(WORKING DATA Opens)

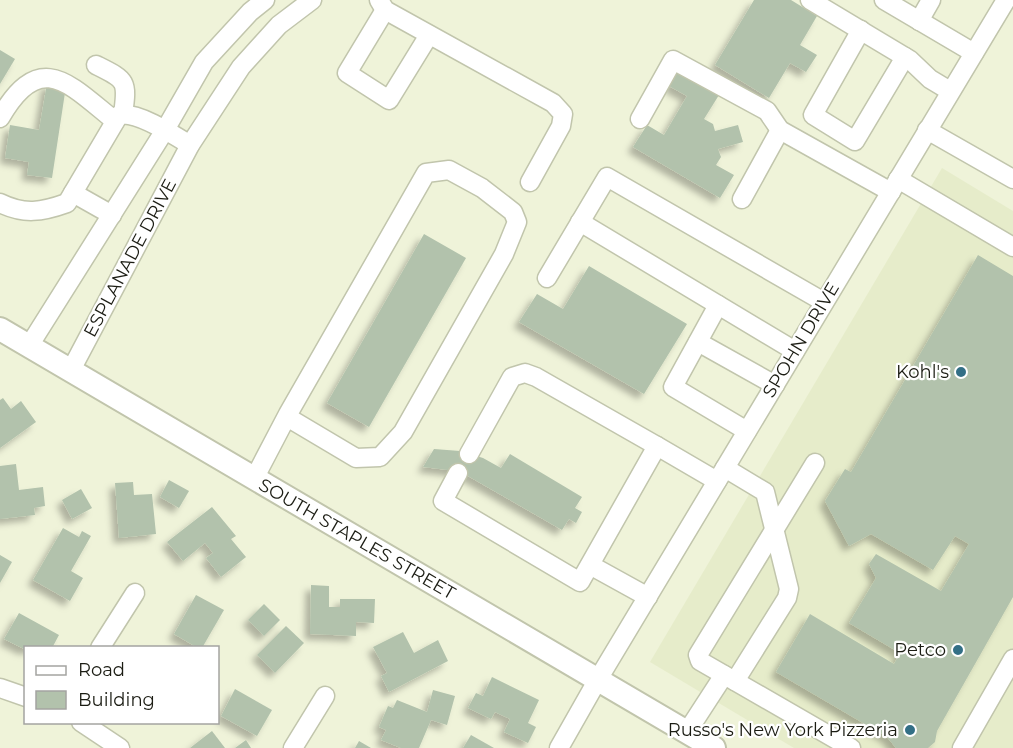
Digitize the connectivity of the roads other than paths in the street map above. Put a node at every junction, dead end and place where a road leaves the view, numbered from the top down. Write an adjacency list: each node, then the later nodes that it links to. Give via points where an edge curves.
1 (265, 0): 18 (street, ESPLANADE DRIVE, via 204,62)
2 (810, 0): 9 (street)
3 (884, 0): 8 (street)
4 (931, 0): 8 (street)
5 (300, 4): 21 (street, ESPLANADE DRIVE, via 241,67)
6 (382, 5): 10 (street); 10 (street, via 347,73 389,100)
7 (1006, 9): 11 (street, SPOHN DRIVE)
8 (919, 21): 11 (street)
9 (861, 30): 12 (street); 12 (street, via 813,115 855,141)
10 (429, 35): 23 (street, via 553,103 563,114 561,126)
11 (974, 52): 14 (street, SPOHN DRIVE)
12 (905, 57): 14 (street)
13 (96, 65): 16 (street, via 124,83 126,94)
14 (950, 91): 20 (street, SPOHN DRIVE)
15 (0, 118): 16 (street, via 20,90 38,78 48,77 63,80)
16 (119, 118): 18 (street, via 131,115); 25 (street)
17 (640, 119): 19 (street, via 673,60 767,111)
18 (165, 130): 21 (street); 28 (street, ESPLANADE DRIVE)
19 (780, 130): 24 (street); 26 (street)
20 (927, 130): 22 (street); 24 (street, SPOHN DRIVE)
21 (190, 145): 38 (street, ESPLANADE DRIVE)
22 (1013, 179)
23 (530, 182)
24 (894, 186): 30 (street); 32 (street, SPOHN DRIVE)
25 (73, 193): 27 (street, via 67,203 52,209 28,212); 28 (street)
26 (742, 199)
27 (0, 203)
28 (112, 215): 36 (street, ESPLANADE DRIVE)
29 (580, 222): 31 (street); 32 (street, via 607,177); 33 (street)
30 (1013, 247)
31 (547, 278)
32 (824, 302): 37 (street, SPOHN DRIVE)
33 (718, 305): 35 (street); 37 (street)
34 (0, 329): 36 (main road, SOUTH STAPLES STREET)
35 (698, 342): 39 (street); 41 (street, via 673,387)
36 (29, 346): 38 (main road, SOUTH STAPLES STREET)
37 (795, 351): 39 (street, SPOHN DRIVE)
38 (70, 370): 47 (main road, SOUTH STAPLES STREET)
39 (775, 385): 41 (street, SPOHN DRIVE)
40 (286, 417): 40 (street, via 426,173 449,170 482,188 513,212 517,222 504,254 403,432 381,457 356,458); 47 (street)
41 (747, 431): 46 (street, SPOHN DRIVE)
42 (657, 446): 43 (street, via 525,373 512,377); 46 (street); 49 (street)
43 (469, 454)
44 (815, 463): 48 (street)
45 (458, 473): 49 (street, via 442,501 580,582)
46 (721, 475): 48 (street, via 765,492); 51 (street, SPOHN DRIVE)
47 (254, 479): 55 (main road, SOUTH STAPLES STREET)
48 (774, 527): 54 (street, via 788,594); 54 (street, via 698,655 700,661)
49 (590, 565): 51 (street)
50 (135, 593): 52 (street)
51 (648, 597): 55 (street, SPOHN DRIVE)
52 (101, 646)
53 (1012, 662): 66 (street)
54 (730, 678): 60 (street); 65 (street)
55 (597, 681): 60 (main road, SOUTH STAPLES STREET); 63 (street, SPOHN DRIVE)
56 (0, 688): 57 (street)
57 (24, 696)
58 (324, 696): 62 (street)
59 (83, 724): 61 (street)
60 (687, 732): 64 (main road, SOUTH STAPLES STREET)
61 (120, 748)
62 (293, 748)
63 (559, 748)
64 (714, 748)
65 (851, 748)
66 (962, 748)

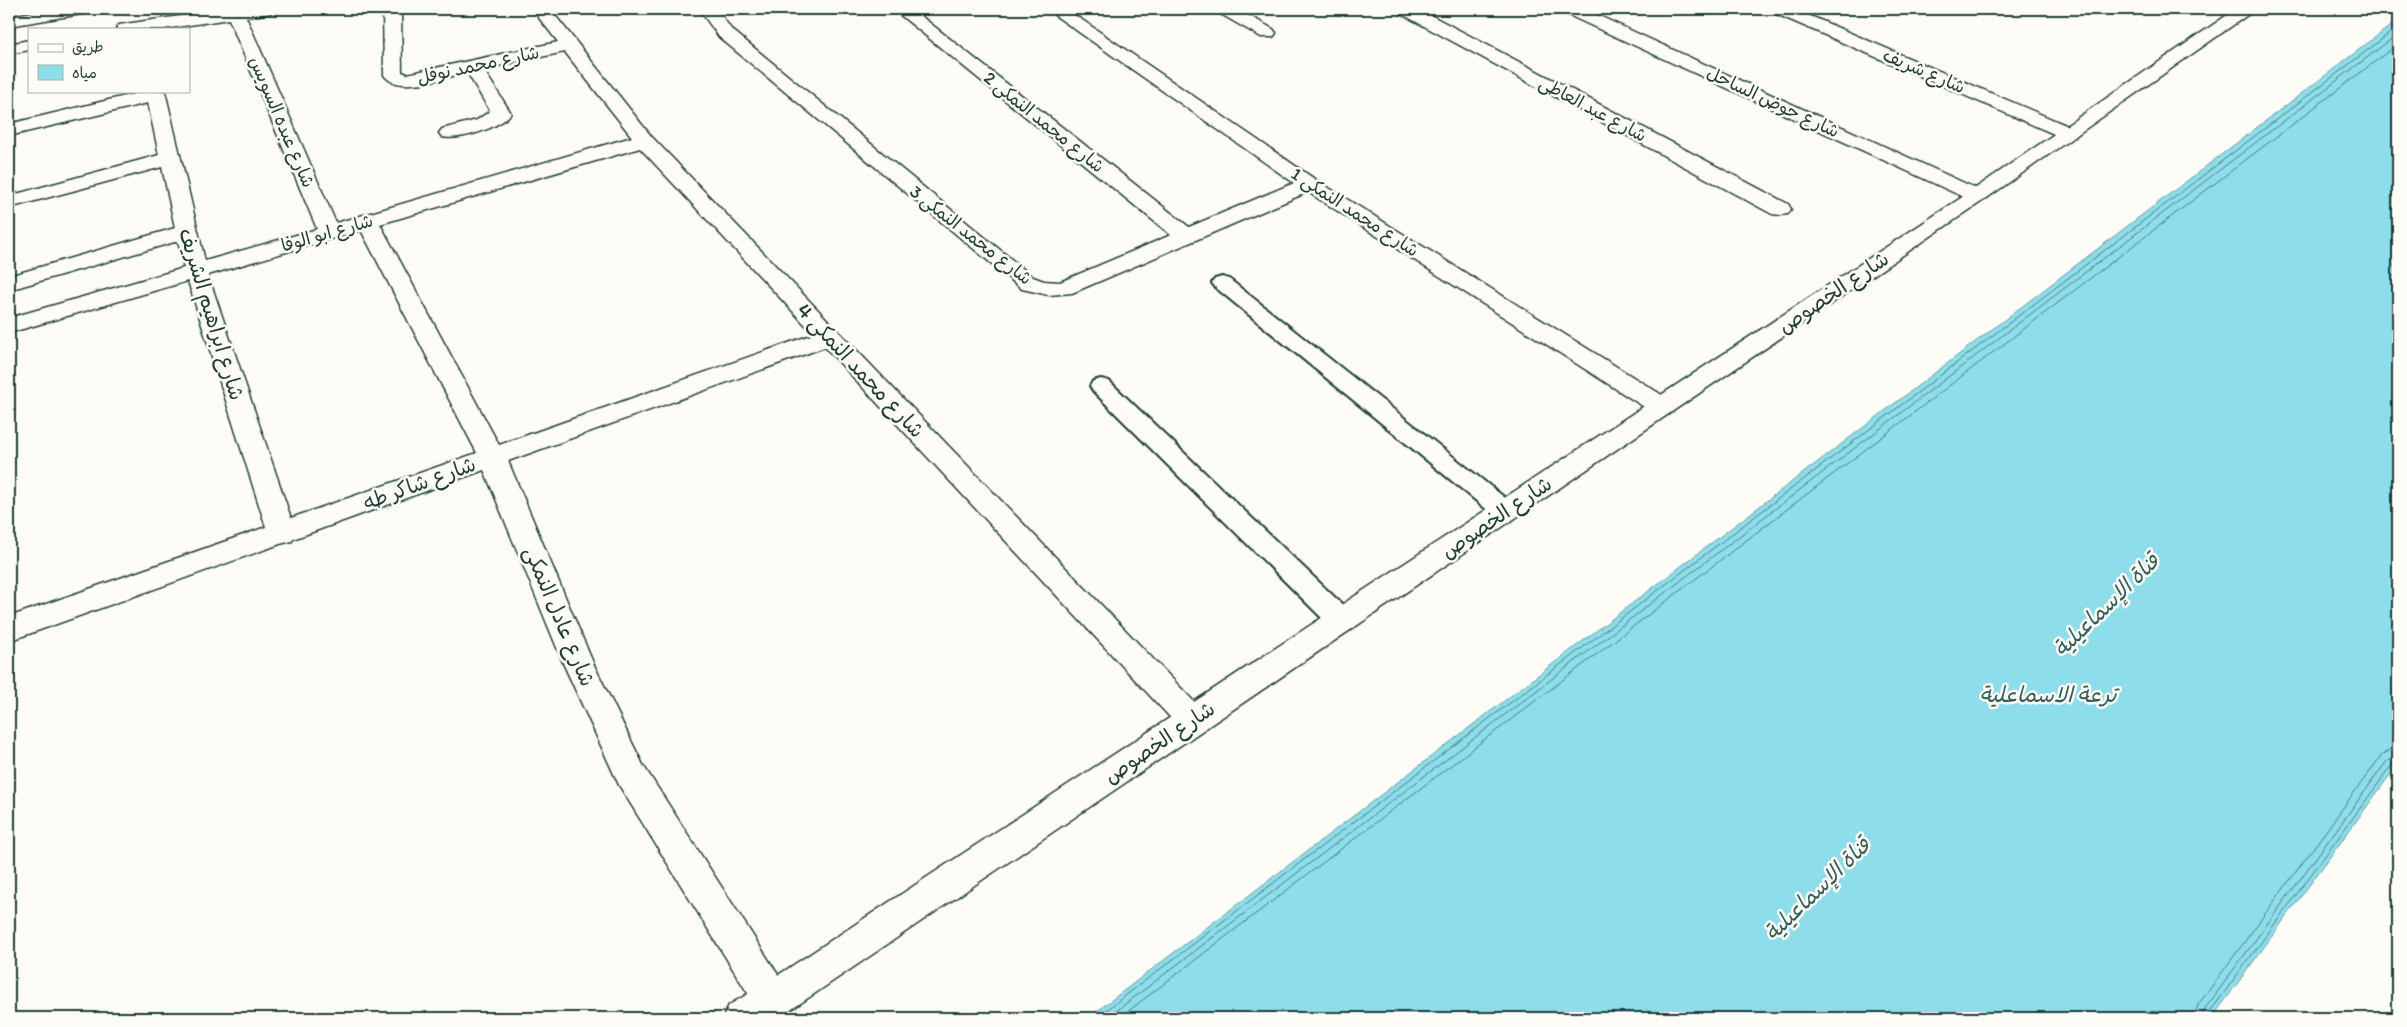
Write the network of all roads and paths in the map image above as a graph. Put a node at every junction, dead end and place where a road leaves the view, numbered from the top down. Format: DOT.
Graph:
graph roads {
  1 [pos="82,9"];
  2 [pos="265,9"];
  3 [pos="392,9"];
  4 [pos="542,9"];
  5 [pos="708,9"];
  6 [pos="902,9"];
  7 [pos="1055,9"];
  8 [pos="1226,9"];
  9 [pos="1406,9"];
  10 [pos="1570,9"];
  11 [pos="1780,9"];
  12 [pos="2246,9"];
  13 [pos="235,12"];
  14 [pos="9,20"];
  15 [pos="143,21"];
  16 [pos="127,28"];
  17 [pos="1267,33"];
  18 [pos="28,45"];
  19 [pos="570,45"];
  20 [pos="9,49"];
  21 [pos="472,66"];
  22 [pos="155,93"];
  23 [pos="9,130"];
  24 [pos="2068,132"];
  25 [pos="449,133"];
  26 [pos="644,140"];
  27 [pos="170,158"];
  28 [pos="1309,184"];
  29 [pos="1977,196"];
  30 [pos="9,202"];
  31 [pos="1780,209"];
  32 [pos="367,222"];
  33 [pos="186,232"];
  34 [pos="329,232"];
  35 [pos="1186,236"];
  36 [pos="196,272"];
  37 [pos="1222,282"];
  38 [pos="9,284"];
  39 [pos="9,326"];
  40 [pos="830,337"];
  41 [pos="1101,386"];
  42 [pos="1661,406"];
  43 [pos="492,456"];
  44 [pos="1505,511"];
  45 [pos="282,534"];
  46 [pos="1341,620"];
  47 [pos="9,629"];
  48 [pos="1192,720"];
  49 [pos="773,1000"];
  50 [pos="742,1018"];
  1 -- 14 [label="street"];
  2 -- 13 [label="street"];
  3 -- 21 [label="street, شارع محمد نوفل"];
  4 -- 19 [label="street, شارع محمد النمكى 4"];
  5 -- 35 [label="street, شارع محمد النمكى 3"];
  6 -- 35 [label="street, شارع محمد النمكى 2"];
  7 -- 28 [label="street, شارع محمد النمكى 1"];
  8 -- 17 [label="street"];
  9 -- 31 [label="street, شارع عبد العاطى"];
  10 -- 29 [label="street, شارع حوض الساحل"];
  11 -- 24 [label="street, شارع شريف"];
  12 -- 24 [label="street, شارع الخصوص"];
  13 -- 15 [label="street"];
  13 -- 34 [label="street, شارع عبده السويس"];
  15 -- 16 [label="street"];
  18 -- 20 [label="street"];
  19 -- 21 [label="street, شارع محمد نوفل"];
  19 -- 26 [label="street, شارع محمد النمكى 4"];
  21 -- 25 [label="street"];
  22 -- 23 [label="street"];
  22 -- 27 [label="street, شارع ابراهيم الشريف"];
  24 -- 29 [label="street, شارع الخصوص"];
  26 -- 32 [label="street, شارع ابو الوفا"];
  26 -- 40 [label="street, شارع محمد النمكى 4"];
  27 -- 30 [label="street"];
  27 -- 33 [label="street, شارع ابراهيم الشريف"];
  28 -- 35 [label="street, شارع محمد النمكى 3"];
  28 -- 42 [label="street, شارع محمد النمكى 1"];
  29 -- 42 [label="street, شارع الخصوص"];
  32 -- 34 [label="street, شارع ابو الوفا"];
  32 -- 43 [label="street, شارع عادل النمكى"];
  33 -- 36 [label="street, شارع ابراهيم الشريف"];
  33 -- 38 [label="street"];
  34 -- 36 [label="street, شارع ابو الوفا"];
  36 -- 39 [label="street, شارع ابو الوفا"];
  36 -- 45 [label="street, شارع ابراهيم الشريف"];
  37 -- 44 [label="lane"];
  40 -- 43 [label="street, شارع شاكر طه"];
  40 -- 48 [label="street, شارع محمد النمكى 4"];
  41 -- 46 [label="lane"];
  42 -- 44 [label="street, شارع الخصوص"];
  43 -- 45 [label="street, شارع شاكر طه"];
  43 -- 49 [label="street, شارع عادل النمكى"];
  44 -- 46 [label="street, شارع الخصوص"];
  45 -- 47 [label="street, شارع شاكر طه"];
  46 -- 48 [label="street, شارع الخصوص"];
  48 -- 49 [label="street, شارع الخصوص"];
  49 -- 50 [label="street, شارع الخصوص"];
}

(WORKING DATA Closes)

Pull every line with the string "dead" out of the material.

Digitize the connectivity of the roads other than paths in the street map above. Put a node at every junction, dead end and place where a road leaves the view, numbered from the top down. Write an adjacency list: each node, then the later nodes that it links to. Give via points where an edge curves.
Write the network of all roads and paths in the map image above as a graph. Put a node at every junction, dead end and place where a road leaves the view, numbered from the top down. Format: DOT.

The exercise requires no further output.